Together with the problems of dialectical materialism, the theory of cognition and the history of philosophy, in which Bulgarian philosophy has traditions of long standing, at the end of the 1950s and in the course of the 1960s the methodological questions of the formal sciences were also intensively elaborated. In the sphere of the philosophical problems of the natural sciences Azarya Polikarov engaged in extensive research. In his fundamental work Relativity and Quantum (1964) he analyzed the topical philosophical questions of contemporary physics. In the sphere of dialectical materialism he published his works Matter and Cognition (1961) and Methodology of Scientific Cognition (1973).

The philosophical questions of the natural sciences and particularly the methodology of the biological sciences are examined in the publications of Ivan Kalaykov Techno-Scientific Revolution and the Problems of the Social and the Biological in Man (1977), Civilization and Adaptation (1981), etc. Grozdan Vekilov has researched the medico-biological scientific field in The Psychic and Physiological Problems (1965) and Philosophy and Genetics (1970).

The questions of formal logic, the history of logic and dialectical logic have been elaborated by Angel Bunkov: The History of Logic (1959), Thinking and Language (1960), Dialectical Logic (1971). Mathematical and symbolic logic are the subject of research by Dobrin Spassov: Philosophical Introduction to Symbolic Logic (1962), The Philosophy of Linguistics versus Linguistic Philosophy (1970), etc.
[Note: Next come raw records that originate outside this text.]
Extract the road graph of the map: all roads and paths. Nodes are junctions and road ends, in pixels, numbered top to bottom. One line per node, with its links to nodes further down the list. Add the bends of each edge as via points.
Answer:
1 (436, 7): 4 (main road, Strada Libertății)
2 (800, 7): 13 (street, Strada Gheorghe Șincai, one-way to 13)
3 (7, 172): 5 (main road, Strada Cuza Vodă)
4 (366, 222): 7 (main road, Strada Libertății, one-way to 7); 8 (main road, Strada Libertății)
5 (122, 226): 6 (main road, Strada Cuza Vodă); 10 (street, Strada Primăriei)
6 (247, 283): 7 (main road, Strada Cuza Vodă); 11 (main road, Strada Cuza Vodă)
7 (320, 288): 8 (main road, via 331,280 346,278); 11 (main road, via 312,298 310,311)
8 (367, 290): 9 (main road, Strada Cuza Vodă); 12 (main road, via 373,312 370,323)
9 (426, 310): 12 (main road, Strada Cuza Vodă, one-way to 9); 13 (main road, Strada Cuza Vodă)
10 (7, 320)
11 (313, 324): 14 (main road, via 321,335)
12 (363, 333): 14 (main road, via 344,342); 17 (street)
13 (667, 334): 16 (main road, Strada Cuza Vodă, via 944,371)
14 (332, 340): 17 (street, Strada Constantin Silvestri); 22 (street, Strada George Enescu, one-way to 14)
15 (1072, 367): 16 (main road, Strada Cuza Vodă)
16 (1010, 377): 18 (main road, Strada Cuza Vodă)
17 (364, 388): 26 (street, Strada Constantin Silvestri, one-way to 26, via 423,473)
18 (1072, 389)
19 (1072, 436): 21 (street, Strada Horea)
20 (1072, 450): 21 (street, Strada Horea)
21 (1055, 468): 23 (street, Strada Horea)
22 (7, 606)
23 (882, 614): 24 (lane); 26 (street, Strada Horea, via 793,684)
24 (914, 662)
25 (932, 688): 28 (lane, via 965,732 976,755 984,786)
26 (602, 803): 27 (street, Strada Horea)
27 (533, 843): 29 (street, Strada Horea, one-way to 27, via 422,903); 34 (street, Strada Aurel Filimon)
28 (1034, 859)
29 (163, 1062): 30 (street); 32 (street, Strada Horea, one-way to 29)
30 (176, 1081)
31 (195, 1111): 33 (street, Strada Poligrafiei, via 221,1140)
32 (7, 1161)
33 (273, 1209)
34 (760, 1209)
The creation of collective monographs due to the efforts of Bulgarian and Soviet philosophers is an interesting phenomenon in the philosophical life of Bulgaria. Works of this kind have been published in the sphere of the theory of cognition, the history of philosophy, ethics, aesthetics, scientific atheism, criticism of bourgeois philosophy, etc. Among those deserving special attention are the collective work The Theory of Reflection and the Present Time (published in Russian and Bulgarian in 1978) and the three-volume work Problems of the Theory of Reflection (in Russian, Sofia, 1973). They indicate the new achievements of the Bulgarian and the Soviet philosophers in gnoseology, materialistic dialectics and the other spheres of philosophical knowledge.

The problems of historical materialism were treated by Kiril Vassilev, Panayot Gindev, Todor Stoychev, Stoyko Popov and others. Interesting works, rich in content have been written by the middle and the younger generations of Bulgarian Marxist philosophers in the sphere of dialectical and historical materialism and of all philosophical disciplines. Among those published are some on the problems of ethics (Vassil Momov), aesthetics (Krustyu Goranov, Isaac Passi, Alexander Lilov and others), religion and scientific atheism (Nikolai Mizov and others), etc. Successful research was carried out in the sphere of the theory of social government (Marko Markov and others), social prognostication, application of the system structural approach and mathematical-statistical methods in the study of social phenomena.

The works analyzed in the four volumes of The History of Philosophical Thought in Bulgaria convincingly show the progress of philosophical thought and culture in Bulgaria and the real contribution made by Bulgarian philosophers to the treasury of Marxist-Leninist philosophy.